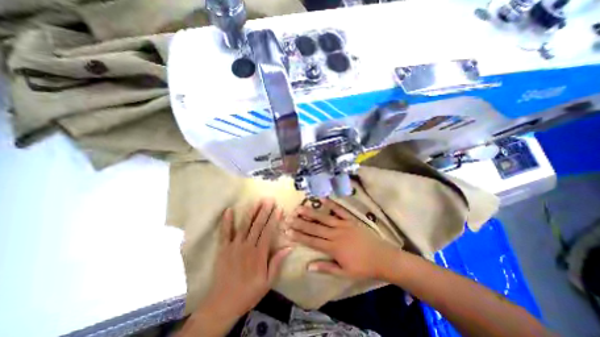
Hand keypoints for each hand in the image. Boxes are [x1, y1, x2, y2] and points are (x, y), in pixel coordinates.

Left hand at [194, 201, 291, 331]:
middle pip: (257, 225)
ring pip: (244, 225)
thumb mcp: (268, 281)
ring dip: (251, 212)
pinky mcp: (223, 249)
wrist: (223, 304)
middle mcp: (247, 246)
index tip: (278, 209)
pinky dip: (226, 221)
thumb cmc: (248, 292)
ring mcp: (234, 246)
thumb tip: (289, 246)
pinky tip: (228, 210)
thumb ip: (277, 262)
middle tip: (269, 199)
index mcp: (259, 254)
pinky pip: (224, 233)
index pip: (268, 232)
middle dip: (264, 211)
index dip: (274, 219)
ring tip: (256, 201)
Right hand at [285, 199, 396, 279]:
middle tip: (289, 217)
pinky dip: (331, 204)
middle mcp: (335, 234)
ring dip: (311, 212)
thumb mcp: (344, 273)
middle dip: (300, 222)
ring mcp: (343, 225)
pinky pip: (339, 210)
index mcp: (333, 248)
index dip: (299, 236)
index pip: (312, 241)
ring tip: (300, 207)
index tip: (288, 231)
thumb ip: (325, 267)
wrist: (382, 258)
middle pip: (315, 227)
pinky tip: (322, 198)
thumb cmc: (362, 267)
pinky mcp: (350, 220)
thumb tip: (308, 266)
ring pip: (324, 218)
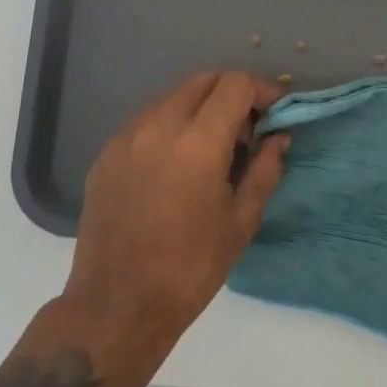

++++++++

Your objective:
Write out exactly the lines above from the line with "middle tip: (269, 199)" through the line with "middle dip: (300, 222)", both of them included, and leave out all other lines.

Solution for this problem:
middle tip: (269, 199)
index mcp: (259, 254)
pinky pip: (224, 233)
index pip: (268, 232)
middle dip: (264, 211)
index dip: (274, 219)
ring tip: (256, 201)
Right hand at [285, 199, 396, 279]:
middle tip: (289, 217)
pinky dip: (331, 204)
middle mcp: (335, 234)
ring dip: (311, 212)
thumb mcp: (344, 273)
middle dip: (300, 222)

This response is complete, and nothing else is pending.